En ce qui concerne les loyers, il est très compliqué de prendre une mesure uniforme, les bailleurs étant très différents. Certains sont de grandes structures, et pourraient d'ailleurs faire plus facilement des efforts que les retraités dont la location contribue à la retraite. C'est pourquoi nous avons mis en place ce dispositif de crédit d'impôt, pour inciter les bailleurs à faire des abandons ou des exonérations au profit de leurs locataires. Cela est dans leur intérêt car s'ils ne le font pas, ils risquent de se retrouver sans locataire. La situation est compliquée pour certains, même si le fonds de solidarité a été considérablement augmenté, passant de 1 500 à 10 000 euros, notamment pour éponger une partie des charges fixes. Le loyer n'est pas le même dans une ville moyenne, une grande ville, une métropole, ou dans un petit village ; mais le fonds de solidarité peut, dans beaucoup de situations, apporter une réponse. Il sera renforcé, je l'espère, par les bailleurs qui se saisiront du crédit d'impôt.

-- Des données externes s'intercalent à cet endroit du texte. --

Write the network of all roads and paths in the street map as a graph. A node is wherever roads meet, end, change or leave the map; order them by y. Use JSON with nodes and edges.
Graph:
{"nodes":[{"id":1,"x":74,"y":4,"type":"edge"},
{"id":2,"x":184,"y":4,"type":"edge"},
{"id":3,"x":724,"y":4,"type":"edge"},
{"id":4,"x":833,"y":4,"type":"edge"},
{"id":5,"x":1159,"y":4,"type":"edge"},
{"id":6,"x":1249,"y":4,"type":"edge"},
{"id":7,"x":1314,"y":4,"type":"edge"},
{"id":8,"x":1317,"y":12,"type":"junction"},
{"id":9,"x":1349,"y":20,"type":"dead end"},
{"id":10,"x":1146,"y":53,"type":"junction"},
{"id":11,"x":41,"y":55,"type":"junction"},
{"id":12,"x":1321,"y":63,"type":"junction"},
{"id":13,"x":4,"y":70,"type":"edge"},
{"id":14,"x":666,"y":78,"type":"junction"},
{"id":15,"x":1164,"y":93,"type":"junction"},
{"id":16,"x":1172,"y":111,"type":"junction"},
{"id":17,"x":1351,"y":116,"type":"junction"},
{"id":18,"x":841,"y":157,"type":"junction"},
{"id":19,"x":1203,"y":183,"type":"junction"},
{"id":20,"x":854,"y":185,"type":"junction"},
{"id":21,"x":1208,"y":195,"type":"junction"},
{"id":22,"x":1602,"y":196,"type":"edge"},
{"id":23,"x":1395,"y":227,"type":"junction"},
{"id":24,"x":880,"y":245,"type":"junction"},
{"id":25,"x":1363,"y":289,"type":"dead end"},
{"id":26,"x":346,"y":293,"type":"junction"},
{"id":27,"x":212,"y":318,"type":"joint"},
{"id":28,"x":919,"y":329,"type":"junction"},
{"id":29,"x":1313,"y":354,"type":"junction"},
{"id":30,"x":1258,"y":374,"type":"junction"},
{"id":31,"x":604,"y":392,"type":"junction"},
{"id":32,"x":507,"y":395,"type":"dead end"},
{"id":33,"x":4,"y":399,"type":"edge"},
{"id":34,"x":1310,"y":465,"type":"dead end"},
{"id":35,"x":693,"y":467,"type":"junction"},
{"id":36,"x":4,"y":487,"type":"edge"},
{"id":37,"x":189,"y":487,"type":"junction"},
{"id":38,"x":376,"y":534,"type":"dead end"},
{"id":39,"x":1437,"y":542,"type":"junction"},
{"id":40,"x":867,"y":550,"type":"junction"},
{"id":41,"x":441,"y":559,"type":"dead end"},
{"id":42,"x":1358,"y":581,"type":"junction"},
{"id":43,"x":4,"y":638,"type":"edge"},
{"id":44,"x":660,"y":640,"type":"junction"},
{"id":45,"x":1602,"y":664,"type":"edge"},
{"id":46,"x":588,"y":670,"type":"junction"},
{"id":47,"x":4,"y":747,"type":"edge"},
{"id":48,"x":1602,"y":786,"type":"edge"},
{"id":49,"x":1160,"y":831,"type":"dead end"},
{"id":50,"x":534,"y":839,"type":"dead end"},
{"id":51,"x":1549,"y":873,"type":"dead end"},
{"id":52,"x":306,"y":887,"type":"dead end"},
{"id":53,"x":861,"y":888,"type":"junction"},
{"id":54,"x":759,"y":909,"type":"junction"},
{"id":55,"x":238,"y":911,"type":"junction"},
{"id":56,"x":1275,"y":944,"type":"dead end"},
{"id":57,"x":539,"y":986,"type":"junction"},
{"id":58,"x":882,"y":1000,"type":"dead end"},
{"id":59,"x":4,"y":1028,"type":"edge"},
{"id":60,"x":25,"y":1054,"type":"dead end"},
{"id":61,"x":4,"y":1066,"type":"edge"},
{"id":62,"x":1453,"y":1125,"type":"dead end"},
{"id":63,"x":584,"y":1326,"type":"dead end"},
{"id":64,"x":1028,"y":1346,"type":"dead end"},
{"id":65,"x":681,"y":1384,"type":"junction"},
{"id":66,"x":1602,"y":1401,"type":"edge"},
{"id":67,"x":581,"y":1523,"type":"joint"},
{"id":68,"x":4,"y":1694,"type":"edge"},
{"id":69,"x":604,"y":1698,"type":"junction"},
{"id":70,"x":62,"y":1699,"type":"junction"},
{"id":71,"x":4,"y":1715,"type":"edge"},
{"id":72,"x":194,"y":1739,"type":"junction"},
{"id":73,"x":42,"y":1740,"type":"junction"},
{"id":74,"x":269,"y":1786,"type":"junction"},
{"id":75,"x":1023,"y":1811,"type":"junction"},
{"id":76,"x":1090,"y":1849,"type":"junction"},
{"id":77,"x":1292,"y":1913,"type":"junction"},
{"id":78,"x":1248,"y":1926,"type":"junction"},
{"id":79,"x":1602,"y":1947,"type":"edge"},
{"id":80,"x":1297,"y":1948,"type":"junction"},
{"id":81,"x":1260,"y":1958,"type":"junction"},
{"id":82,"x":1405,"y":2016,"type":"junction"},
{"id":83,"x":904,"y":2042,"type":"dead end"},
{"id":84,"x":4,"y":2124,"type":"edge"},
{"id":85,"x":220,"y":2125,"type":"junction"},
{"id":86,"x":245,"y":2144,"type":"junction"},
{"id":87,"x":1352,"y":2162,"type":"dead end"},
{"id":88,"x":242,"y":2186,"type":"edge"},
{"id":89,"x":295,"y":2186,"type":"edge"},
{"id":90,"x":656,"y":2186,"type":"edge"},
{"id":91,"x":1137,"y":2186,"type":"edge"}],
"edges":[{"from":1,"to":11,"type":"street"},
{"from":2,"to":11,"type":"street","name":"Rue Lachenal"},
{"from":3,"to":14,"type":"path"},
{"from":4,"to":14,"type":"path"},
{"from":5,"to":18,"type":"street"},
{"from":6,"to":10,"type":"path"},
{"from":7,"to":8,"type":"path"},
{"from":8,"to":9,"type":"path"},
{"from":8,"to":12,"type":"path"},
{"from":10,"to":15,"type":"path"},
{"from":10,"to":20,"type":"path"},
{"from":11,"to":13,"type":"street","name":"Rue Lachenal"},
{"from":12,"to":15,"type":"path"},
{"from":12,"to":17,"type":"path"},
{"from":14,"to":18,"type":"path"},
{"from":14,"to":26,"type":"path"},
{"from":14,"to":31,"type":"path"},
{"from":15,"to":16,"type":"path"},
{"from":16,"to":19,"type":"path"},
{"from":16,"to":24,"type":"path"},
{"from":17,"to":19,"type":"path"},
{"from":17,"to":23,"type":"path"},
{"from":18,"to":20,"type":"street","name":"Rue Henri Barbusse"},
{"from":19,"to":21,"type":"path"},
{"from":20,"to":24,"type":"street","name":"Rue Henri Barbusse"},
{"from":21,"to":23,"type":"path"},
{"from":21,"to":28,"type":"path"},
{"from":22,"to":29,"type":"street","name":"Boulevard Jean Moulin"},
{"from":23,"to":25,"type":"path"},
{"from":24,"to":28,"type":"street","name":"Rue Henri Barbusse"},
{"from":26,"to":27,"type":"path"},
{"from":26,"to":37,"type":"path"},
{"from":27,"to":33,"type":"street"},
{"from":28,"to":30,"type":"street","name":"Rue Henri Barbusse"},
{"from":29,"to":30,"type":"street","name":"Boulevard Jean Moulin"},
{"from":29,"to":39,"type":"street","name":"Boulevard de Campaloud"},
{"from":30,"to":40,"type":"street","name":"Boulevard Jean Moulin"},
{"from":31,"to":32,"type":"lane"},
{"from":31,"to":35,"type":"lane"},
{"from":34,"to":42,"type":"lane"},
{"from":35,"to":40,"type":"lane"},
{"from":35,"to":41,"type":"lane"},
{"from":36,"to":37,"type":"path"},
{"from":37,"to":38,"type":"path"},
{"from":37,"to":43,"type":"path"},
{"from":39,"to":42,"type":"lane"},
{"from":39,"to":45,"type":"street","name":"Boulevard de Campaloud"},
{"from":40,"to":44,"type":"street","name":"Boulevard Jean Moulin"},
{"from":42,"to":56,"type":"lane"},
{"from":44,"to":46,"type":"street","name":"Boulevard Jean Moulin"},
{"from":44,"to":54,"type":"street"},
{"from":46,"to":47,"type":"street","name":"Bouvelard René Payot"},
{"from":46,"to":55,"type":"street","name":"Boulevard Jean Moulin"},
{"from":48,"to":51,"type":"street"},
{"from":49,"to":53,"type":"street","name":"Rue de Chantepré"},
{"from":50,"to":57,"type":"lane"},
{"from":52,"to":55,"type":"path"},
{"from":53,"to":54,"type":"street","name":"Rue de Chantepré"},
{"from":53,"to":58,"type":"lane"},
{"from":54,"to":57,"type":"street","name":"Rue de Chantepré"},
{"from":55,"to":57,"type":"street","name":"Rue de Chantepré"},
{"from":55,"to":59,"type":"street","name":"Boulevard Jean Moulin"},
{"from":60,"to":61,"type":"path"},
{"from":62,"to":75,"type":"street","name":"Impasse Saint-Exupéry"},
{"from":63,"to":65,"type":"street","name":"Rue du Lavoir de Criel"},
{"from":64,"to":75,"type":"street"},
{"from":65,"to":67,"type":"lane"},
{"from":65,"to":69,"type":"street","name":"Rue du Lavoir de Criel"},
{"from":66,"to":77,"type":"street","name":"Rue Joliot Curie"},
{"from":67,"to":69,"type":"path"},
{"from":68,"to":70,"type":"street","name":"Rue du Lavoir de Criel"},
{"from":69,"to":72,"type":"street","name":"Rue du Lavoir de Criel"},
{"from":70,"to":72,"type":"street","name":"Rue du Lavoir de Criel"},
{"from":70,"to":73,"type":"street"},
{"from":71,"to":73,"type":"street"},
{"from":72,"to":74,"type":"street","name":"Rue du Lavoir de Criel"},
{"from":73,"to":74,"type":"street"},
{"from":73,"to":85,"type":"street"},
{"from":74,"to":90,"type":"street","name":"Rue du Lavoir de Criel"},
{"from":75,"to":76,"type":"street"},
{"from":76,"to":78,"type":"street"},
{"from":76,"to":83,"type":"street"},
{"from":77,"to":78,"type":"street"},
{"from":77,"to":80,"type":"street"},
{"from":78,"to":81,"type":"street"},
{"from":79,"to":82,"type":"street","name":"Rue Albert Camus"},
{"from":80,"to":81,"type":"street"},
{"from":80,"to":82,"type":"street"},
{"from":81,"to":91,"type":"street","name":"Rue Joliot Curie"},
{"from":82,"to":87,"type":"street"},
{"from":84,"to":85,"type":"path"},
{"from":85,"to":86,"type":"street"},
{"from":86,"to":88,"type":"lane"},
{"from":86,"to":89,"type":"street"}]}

Je tiens beaucoup à la mesure 21 du CIT du 14 mai. Je l'ai fait ajouter à minuit la veille car il me semblait indispensable qu'il existe une déclinaison territoriale du plan de relance là où les territoires avaient le plus souffert. Les préfets ont procédé à un travail de qualité sur ces territoires. Il nous appartient, en central, d'apporter notre pierre à l'édifice et de mettre en place, sous forme de contrats avec ces territoires, un certain nombre de dispositions complémentaires pour apporter notre soutien. Je mentionnerai en exemple l'enjeu des saisonniers, qui est particulièrement marqué à Lourdes.

S'agissant des feuilles de route sectorielles, nous travaillons sur le rebond, en vue de 2021. Initialement, nous voulions que ce contrat de transformation de la filière se fasse d'ici la fin de l'année. Étant donné la période que nous vivons, les acteurs travaillent davantage au sauvetage dans un premier temps, ce que nous comprenons. Nous continuerons néanmoins à travailler en temps masqué sur la question du rebond.